Por: Armando González Escoto

Mejor fuera callarse

Mejor fuera callarse

Toda persona que en una democracia subdesarrollada o decadente opta por denunciar las tropelías, las incongruencias, los abusos, las corruptelas, la ineptitud crónica y la demagogia corre el peligro de cansarse, porque los sistemas políticos construidos para perpetuar en el gobierno todo este tipo de anomalías suelen ser bastante sólidos, y sus beneficiarios ni ven, ni leen, ni oyen, ni se inmutan, ni mucho menos se sienten aludidos, a ellos solamente les importa seguir lucrando pase lo que pase.

No obstante, la sociedad, que es la única que puede poner fin a este estado de cosas, se halla inmersa en otro colosal bloque del más poderoso concreto; tampoco ve, ni oye, ni lee, ni se inmuta, ni se siente aludida por todo lo que ocurre en la esfera política, solamente le importa seguir sobreviviendo para comer y divertirse, paga por todo y eso incluye pagar los impuestos que se le impongan, y una vez lo hace, se olvida del asunto. La sociedad se ha convertido en una comunidad de “zombies”, pálidos, cadavéricos, pintarrajeados, ojerosos, moviéndose mecánicamente, inconscientes de lo que hacen y de lo que les hagan, aturdidos, embotados, incapaces de reaccionar. Evidentemente esta condición de la gente ha sido provocada, promovida por aquellos que sacan provecho de un pueblo enajenado, manipulable, al que se le puede seguir embobando con las nuevas formas de prometer ideadas por la mercadotecnia política.

Y aun así, a pesar de este panorama decadente, sigue siendo importante denunciar, informar, advertir, educar. Esta tarea es semejante al trabajo silencioso y constante de la gota de agua que logra a fuerza de insistir, perforar la roca más dura.

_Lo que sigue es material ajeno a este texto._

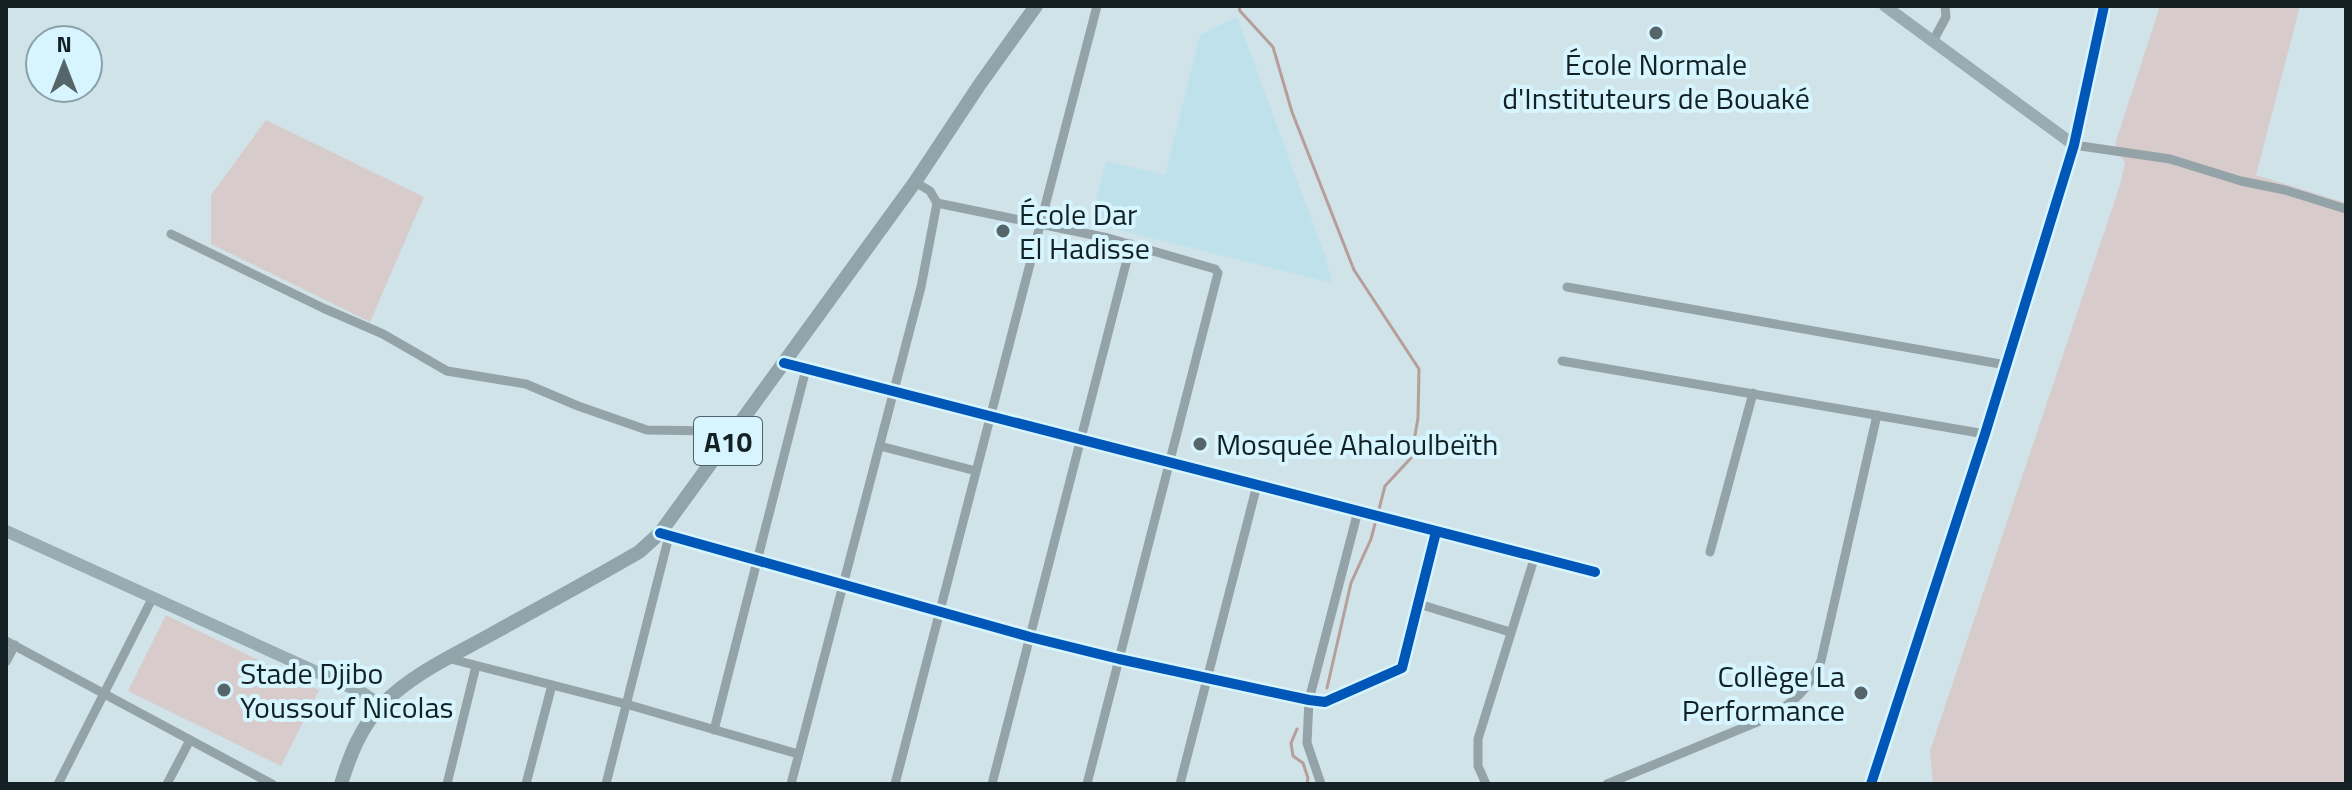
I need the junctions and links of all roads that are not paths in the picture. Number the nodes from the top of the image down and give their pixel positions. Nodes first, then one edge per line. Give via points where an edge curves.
1 (1036, 6) edge
2 (1097, 6) edge
3 (1885, 6) edge
4 (1945, 6) edge
5 (2104, 6) edge
6 (1933, 41) junction
7 (2074, 145) junction
8 (915, 182) junction
9 (937, 203) junction
10 (2346, 209) edge
11 (1040, 223) junction
12 (171, 234) dead end
13 (1131, 244) junction
14 (1567, 287) dead end
15 (1562, 361) dead end
16 (784, 363) junction
17 (2006, 365) junction
18 (806, 369) junction
19 (894, 391) junction
20 (1753, 393) junction
21 (1877, 415) junction
22 (990, 416) junction
23 (1985, 434) junction
24 (732, 435) junction
25 (1082, 439) junction
26 (880, 446) junction
27 (1170, 462) junction
28 (976, 471) junction
29 (1257, 485) junction
30 (1358, 511) junction
31 (6, 531) edge
32 (1436, 532) junction
33 (665, 535) junction
34 (1710, 552) dead end
35 (1535, 556) junction
36 (757, 561) junction
37 (1595, 572) dead end
38 (844, 586) junction
39 (153, 597) junction
40 (1419, 604) junction
41 (939, 612) junction
42 (1510, 632) junction
43 (1030, 637) junction
44 (10, 643) edge
45 (447, 658) junction
46 (1119, 659) junction
47 (6, 662) edge
48 (476, 666) junction
49 (1206, 677) junction
50 (552, 685) junction
51 (106, 693) junction
52 (1309, 700) junction
53 (626, 704) junction
54 (381, 705) junction
55 (714, 730) junction
56 (190, 740) junction
57 (798, 754) junction
58 (266, 782) edge
59 (58, 784) edge
60 (167, 784) edge
61 (341, 784) edge
62 (447, 784) edge
63 (526, 784) edge
64 (606, 784) edge
65 (791, 784) edge
66 (895, 784) edge
67 (992, 784) edge
68 (1087, 784) edge
69 (1180, 784) edge
70 (1321, 784) edge
71 (1486, 784) edge
72 (1607, 784) edge
73 (1871, 784) edge

1 - 8 main road, A10
2 - 11 street
3 - 6 street
4 - 6 street via 1946,17
5 - 7 street
6 - 7 street
7 - 10 street via 2170,159
7 - 17 street
8 - 9 street
8 - 16 main road, A10
9 - 11 street
9 - 19 street
11 - 13 street
11 - 22 street
12 - 24 street via 383,334 447,371 526,384 647,430
13 - 25 street
13 - 27 street via 1218,273
14 - 17 street
15 - 20 street
16 - 18 street
16 - 24 main road, A10
17 - 23 street
18 - 19 street
18 - 36 street
19 - 22 street
19 - 26 street
20 - 21 street
20 - 34 street
21 - 23 street
21 - 72 street via 1821,661 1811,684 1767,718
22 - 25 street
22 - 28 street
23 - 73 street
24 - 33 main road, A10
25 - 27 street
25 - 43 street
26 - 28 street
26 - 38 street
27 - 29 street
27 - 46 street
28 - 41 street
29 - 30 street
29 - 49 street
30 - 32 street
30 - 52 street
31 - 39 street
32 - 35 street
32 - 40 street
33 - 36 street
33 - 45 main road, A10
33 - 53 street
35 - 37 street
35 - 42 street
36 - 38 street
36 - 55 street
38 - 41 street
38 - 57 street
39 - 51 street
39 - 54 street
40 - 42 street
40 - 52 street via 1402,668 1325,702
41 - 43 street
41 - 66 street
42 - 71 street via 1478,739 1478,766
43 - 46 street
43 - 67 street
44 - 47 street
44 - 51 street
45 - 48 street
45 - 54 main road, A10
46 - 49 street
46 - 68 street
48 - 50 street
48 - 62 street
49 - 52 street
49 - 69 street
50 - 53 street
50 - 63 street
51 - 56 street
51 - 59 street
52 - 70 street via 1307,743
53 - 55 street
53 - 64 street
54 - 61 main road, A10 via 359,736
55 - 57 street
56 - 58 street
56 - 60 street
57 - 65 street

Entonces hablemos de honestidad. En tiempos no tan lejanos fue una de las cualidades más apreciadas en el mundo de las relaciones humanas, profesionales y desde luego, en el espacio de la política. La honestidad es consigo mismo y con los demás, de otro modo no funciona, y es la capacidad, el valor de actuar de manera congruente, incluye la veracidad y muchas veces la sensata discreción.

Si lo ponemos en plano coloquial es deshonesto el burro que critica las grandes orejas de otros animales, y el cocodrilo que se burla de los hocicones ¿qué precandidato o candidato puede en este país criticar lo que han hecho o dejado de hacer otros gobiernos o partidos, si todos están cortados por la misma tijera? Lo honesto sería comenzar el discurso admitiendo los propios yerros, y desde esa postura de honestidad hacer propuestas.

En días pasados, ante el asesinato de un diputado en Tomatlán, un precandidato se lanzó en diatribas denunciando el fracaso del gobierno estatal en materia de seguridad, y quienes desde esta ciudad lo oímos nos preguntábamos ¿cómo puede una persona ser tan deshonesta? ¿Cómo puede criticar lo que el gobierno estatal no ha hecho, cuando este mismo funcionario acaba de dejar un municipio hundido en las manos de la delincuencia?

Y si no pudo resolver el problema prioritario de la ciudad, que es la desatada inseguridad ¿Cómo puede garantizar que la resolverá en todo el estado de Jalisco? ¿No sería mejor callarse?